Activity:
Nothing in the entries may be altered; copy them all exactly.

*** Material provided

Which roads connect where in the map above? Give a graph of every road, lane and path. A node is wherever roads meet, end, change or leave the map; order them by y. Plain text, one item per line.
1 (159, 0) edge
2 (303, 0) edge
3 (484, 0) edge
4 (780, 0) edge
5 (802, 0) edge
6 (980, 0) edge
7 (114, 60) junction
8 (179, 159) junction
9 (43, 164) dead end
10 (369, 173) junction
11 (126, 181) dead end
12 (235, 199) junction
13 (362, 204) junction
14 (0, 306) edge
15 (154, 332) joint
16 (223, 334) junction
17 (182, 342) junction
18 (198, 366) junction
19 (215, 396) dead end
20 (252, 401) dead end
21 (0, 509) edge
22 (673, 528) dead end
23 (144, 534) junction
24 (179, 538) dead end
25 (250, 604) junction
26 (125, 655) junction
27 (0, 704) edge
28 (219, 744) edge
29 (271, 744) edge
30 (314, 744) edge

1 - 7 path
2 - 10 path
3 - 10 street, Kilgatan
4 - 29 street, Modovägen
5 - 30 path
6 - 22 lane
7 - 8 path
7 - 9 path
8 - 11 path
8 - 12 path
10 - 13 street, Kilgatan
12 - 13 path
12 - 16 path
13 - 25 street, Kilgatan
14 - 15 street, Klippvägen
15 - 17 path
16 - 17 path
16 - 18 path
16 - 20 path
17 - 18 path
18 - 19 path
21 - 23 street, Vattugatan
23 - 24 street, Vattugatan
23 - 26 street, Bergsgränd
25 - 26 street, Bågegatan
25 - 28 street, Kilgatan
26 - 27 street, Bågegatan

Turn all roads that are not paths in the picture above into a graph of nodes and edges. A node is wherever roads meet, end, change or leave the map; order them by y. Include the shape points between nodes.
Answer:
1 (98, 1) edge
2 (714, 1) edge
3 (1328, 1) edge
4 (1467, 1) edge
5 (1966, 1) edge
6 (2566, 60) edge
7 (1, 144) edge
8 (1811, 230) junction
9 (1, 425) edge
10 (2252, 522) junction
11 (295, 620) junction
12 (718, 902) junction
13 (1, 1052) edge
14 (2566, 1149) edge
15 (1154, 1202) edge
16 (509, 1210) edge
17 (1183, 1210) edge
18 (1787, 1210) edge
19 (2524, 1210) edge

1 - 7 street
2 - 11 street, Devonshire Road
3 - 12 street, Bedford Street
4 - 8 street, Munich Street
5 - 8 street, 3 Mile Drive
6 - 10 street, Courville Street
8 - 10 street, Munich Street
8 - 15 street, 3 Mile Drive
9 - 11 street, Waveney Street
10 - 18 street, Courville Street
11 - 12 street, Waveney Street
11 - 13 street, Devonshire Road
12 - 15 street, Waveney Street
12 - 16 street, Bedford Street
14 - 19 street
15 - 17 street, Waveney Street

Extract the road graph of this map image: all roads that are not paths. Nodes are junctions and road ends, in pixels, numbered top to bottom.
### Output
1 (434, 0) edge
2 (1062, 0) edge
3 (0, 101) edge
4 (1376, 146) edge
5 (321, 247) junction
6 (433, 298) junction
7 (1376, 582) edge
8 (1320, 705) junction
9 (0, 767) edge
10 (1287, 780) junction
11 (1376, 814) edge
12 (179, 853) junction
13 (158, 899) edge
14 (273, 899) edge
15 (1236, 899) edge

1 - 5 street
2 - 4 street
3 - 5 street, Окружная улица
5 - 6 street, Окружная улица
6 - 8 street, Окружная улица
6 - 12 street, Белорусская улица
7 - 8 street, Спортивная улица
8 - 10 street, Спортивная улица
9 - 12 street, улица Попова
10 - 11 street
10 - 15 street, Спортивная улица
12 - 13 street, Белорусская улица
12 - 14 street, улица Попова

******

Output for this task:
Which roads connect where in the map above? Give a graph of every road, lane and path. A node is wherever roads meet, end, change or leave the map; order them by y. Plain text, one item per line.
1 (159, 0) edge
2 (303, 0) edge
3 (484, 0) edge
4 (780, 0) edge
5 (802, 0) edge
6 (980, 0) edge
7 (114, 60) junction
8 (179, 159) junction
9 (43, 164) dead end
10 (369, 173) junction
11 (126, 181) dead end
12 (235, 199) junction
13 (362, 204) junction
14 (0, 306) edge
15 (154, 332) joint
16 (223, 334) junction
17 (182, 342) junction
18 (198, 366) junction
19 (215, 396) dead end
20 (252, 401) dead end
21 (0, 509) edge
22 (673, 528) dead end
23 (144, 534) junction
24 (179, 538) dead end
25 (250, 604) junction
26 (125, 655) junction
27 (0, 704) edge
28 (219, 744) edge
29 (271, 744) edge
30 (314, 744) edge

1 - 7 path
2 - 10 path
3 - 10 street, Kilgatan
4 - 29 street, Modovägen
5 - 30 path
6 - 22 lane
7 - 8 path
7 - 9 path
8 - 11 path
8 - 12 path
10 - 13 street, Kilgatan
12 - 13 path
12 - 16 path
13 - 25 street, Kilgatan
14 - 15 street, Klippvägen
15 - 17 path
16 - 17 path
16 - 18 path
16 - 20 path
17 - 18 path
18 - 19 path
21 - 23 street, Vattugatan
23 - 24 street, Vattugatan
23 - 26 street, Bergsgränd
25 - 26 street, Bågegatan
25 - 28 street, Kilgatan
26 - 27 street, Bågegatan

Turn all roads that are not paths in the picture above into a graph of nodes and edges. A node is wherever roads meet, end, change or leave the map; order them by y. Include the shape points between nodes.
Answer:
1 (98, 1) edge
2 (714, 1) edge
3 (1328, 1) edge
4 (1467, 1) edge
5 (1966, 1) edge
6 (2566, 60) edge
7 (1, 144) edge
8 (1811, 230) junction
9 (1, 425) edge
10 (2252, 522) junction
11 (295, 620) junction
12 (718, 902) junction
13 (1, 1052) edge
14 (2566, 1149) edge
15 (1154, 1202) edge
16 (509, 1210) edge
17 (1183, 1210) edge
18 (1787, 1210) edge
19 (2524, 1210) edge

1 - 7 street
2 - 11 street, Devonshire Road
3 - 12 street, Bedford Street
4 - 8 street, Munich Street
5 - 8 street, 3 Mile Drive
6 - 10 street, Courville Street
8 - 10 street, Munich Street
8 - 15 street, 3 Mile Drive
9 - 11 street, Waveney Street
10 - 18 street, Courville Street
11 - 12 street, Waveney Street
11 - 13 street, Devonshire Road
12 - 15 street, Waveney Street
12 - 16 street, Bedford Street
14 - 19 street
15 - 17 street, Waveney Street

Extract the road graph of this map image: all roads that are not paths. Nodes are junctions and road ends, in pixels, numbered top to bottom.
### Output
1 (434, 0) edge
2 (1062, 0) edge
3 (0, 101) edge
4 (1376, 146) edge
5 (321, 247) junction
6 (433, 298) junction
7 (1376, 582) edge
8 (1320, 705) junction
9 (0, 767) edge
10 (1287, 780) junction
11 (1376, 814) edge
12 (179, 853) junction
13 (158, 899) edge
14 (273, 899) edge
15 (1236, 899) edge

1 - 5 street
2 - 4 street
3 - 5 street, Окружная улица
5 - 6 street, Окружная улица
6 - 8 street, Окружная улица
6 - 12 street, Белорусская улица
7 - 8 street, Спортивная улица
8 - 10 street, Спортивная улица
9 - 12 street, улица Попова
10 - 11 street
10 - 15 street, Спортивная улица
12 - 13 street, Белорусская улица
12 - 14 street, улица Попова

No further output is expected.